In der „Washington Post“ erzählt sein Kollege Richard Villarroel Godoy über den Versorgungsnotstand unter Tage, als noch keine Hilfe von oben gekommen sei. Der 27-Jährige sagte der Zeitung: „Ich habe zwölf Kilo abgenommen“. Sie hätten Wasser aufgefangen, das von den Wänden gelaufen sei. Es habe schlecht geschmeckt, nach Öl von den Maschinen. „Wir siechten dahin, wir waren so dünn“, so der Kumpel.

Dass Geschichten wie diese für die Medien wertvoll sind, weiß auch Fernando Orrelano, der Cousin von Luis Urzúa. Er steht vor dem Krankenhaus in Copiapó und gibt ein Interview nach dem anderen. Während die Ärzte Urzuá noch eingehend untersuchen, bietet der Cousin bereits einen Besuch bei Urzuás Mutter Nelly an. Außer Cousin Fernando Orrelano sind noch zwei Vettern aufgetaucht. Und ein Freund der Familie. Sie alle könnten gerne aus dem Leben von Luis Urzúa erzählen, sagen sie und lassen fallen, dass ein chilenischer TV-Sender bis zu 4000 Dollar für ein Interview bezahlen will.

Wenige Tage nach dem glücklichen Ausgang der Rettungsaktion in der Atacama-Wüste haben sich die Rollen von Medien und Verwandten umgedreht. Nun befragen die Reporter nicht mehr verschüchterte Väter, Frauen und Kinder, sondern Angehörige schüchtern die Presseleute mit hohen Summen ein, die sie für Interviews verlangen.

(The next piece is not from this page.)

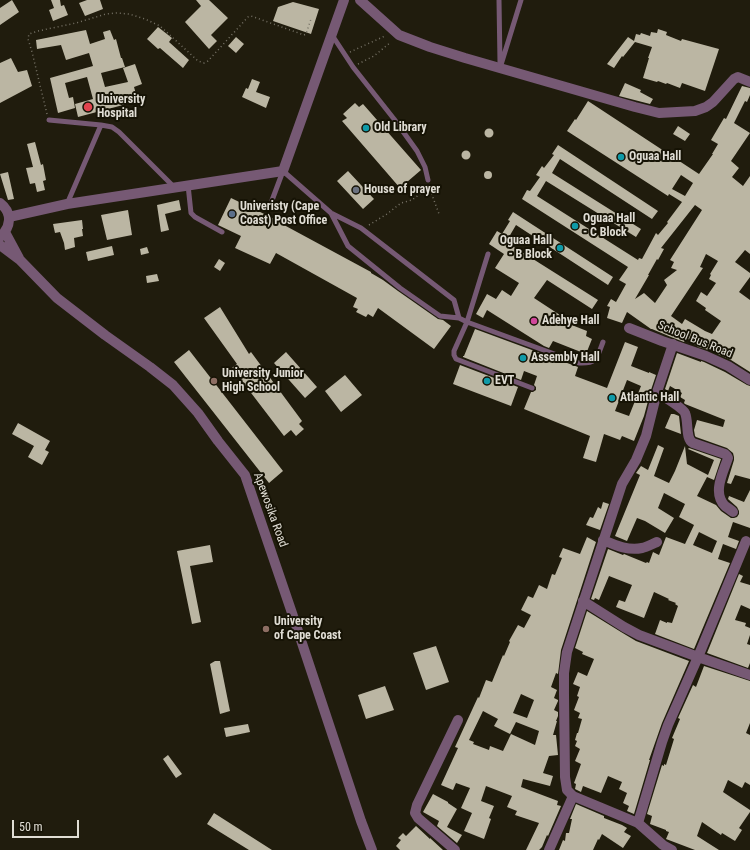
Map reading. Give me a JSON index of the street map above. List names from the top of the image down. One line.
{"streets":{"street":["School Bus Road","Apewosika Road"]},"places":["University Hospital","Old Library","Oguaa Hall","House of prayer","Univeristy (Cape Coast) Post Office","Oguaa Hall - C Block","Oguaa Hall - B Block","Adehye Hall","Assembly Hall","University Junior High School","EVT","Atlantic Hall","University of Cape Coast"],"scale_bar":"50 m"}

Zum Beispiel Mónica Araya, Frau von Florencio Ávalos, der als erster der eingeschlossenen Kumpel aus der Mine geborgen wurde. „Ich kann meine Zeit nicht mit Ihnen verlieren, wenn Sie nichts zahlen wollen“, sagt die Frau einem Journalisten.

215 Euro teurer Eintritt

Nicht viel anders machte es Ariel Ticona. Er wollte Journalisten zu seiner Willkommens-Party zulassen. Das höchste Gebot für den Eintritt zu seiner Feier waren 215 Euro. „Da finde ich noch ein besseres Angebot“, sagt er.

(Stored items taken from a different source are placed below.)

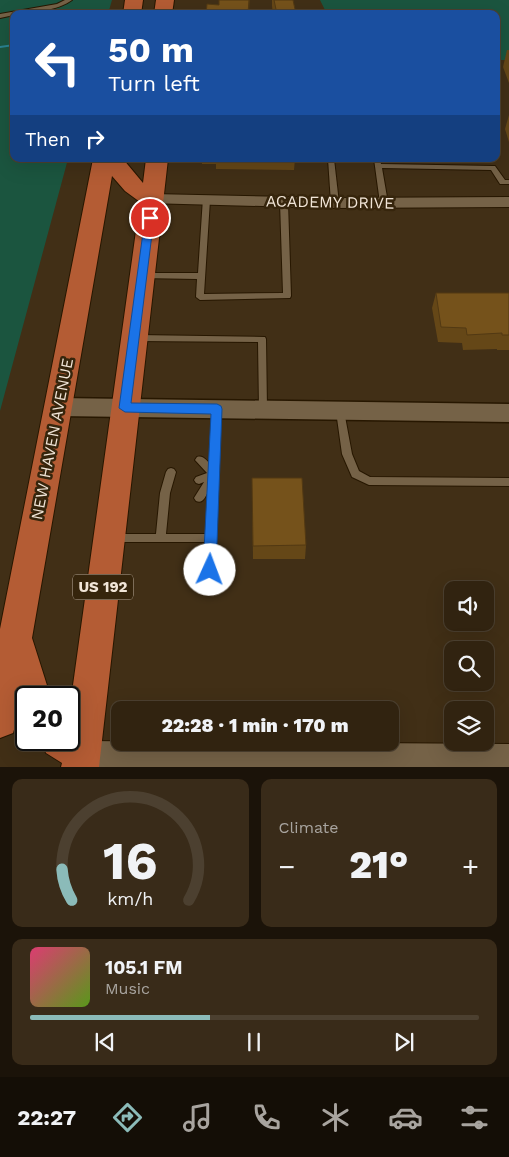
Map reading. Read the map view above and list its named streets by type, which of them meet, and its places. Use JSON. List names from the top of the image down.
{
  "streets": {
    "main road": ["NEW HAVEN AVENUE", "US 192"],
    "street": ["ACADEMY DRIVE"]
  },
  "crossings": [
    ["ACADEMY DRIVE", "US 192"]
  ],
  "page": {
    "turn": ["50 m", "Turn left"],
    "then": "Then",
    "limit": "20",
    "trip": "22:28 · 1 min · 170 m",
    "tile": "Climate",
    "heat": ["−", "21°", "+"],
    "song": ["105.1 FM", "Music"],
    "tabs": "22:27",
    "gauge": ["16", "km/h"]
  }
}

Es gibt in diesen Tagen nach der Befreiung niemanden, an dem die Medien nicht interessiert wären. Besonders hoch im Kurs steht Victor Segovia. Er hatte den Spitznamen „Der Schriftsteller“. Er hielt die Absurditäten über die 69 Tage im Dunkel des Berges in einem Tagebuch fest. „Das Schreiben hat mir das Leben gerettet“, sagt Segovia. Er hat noch keine Ahnung, was er mit dem Buch machen will. Eine deutsche Zeitung habe ihm 50 000 Dollar für die Rechte angeboten“, sagte er der Zeitung „La Tercera“, „Ich habe aber den Namen des Blattes vergessen“.

Unterdessen melden sich weitere der geretteten Bergleute mit Erzählungen über die Zeit in ihrem unterirdischen Gefängnis zu Wort. So sagte der 50-jährige Yonni Barrios nach seiner Entlassung aus dem Krankenhaus: „Es gab da unter Tage keine Anführer. Wir waren eine demokratische Gruppe und haben abgestimmt.“ Barrios spielte in der Gruppe wegen seiner medizinischen Grundkenntnisse eine wichtige Rolle. Er verteilte in Absprache mit Ärzten Medikamente an die anderen Verschütteten und impfte sie gegen Tetanus und Diphtherie.

Inzwischen ist der erste der 33 Bergarbeiter zum Unglücksort zurückgekehrt. José Henriquez (55) ließ sich am Wochenende das „Camp der Hoffnung“ zeigen, in dem die Angehörigen ausgeharrt hatten.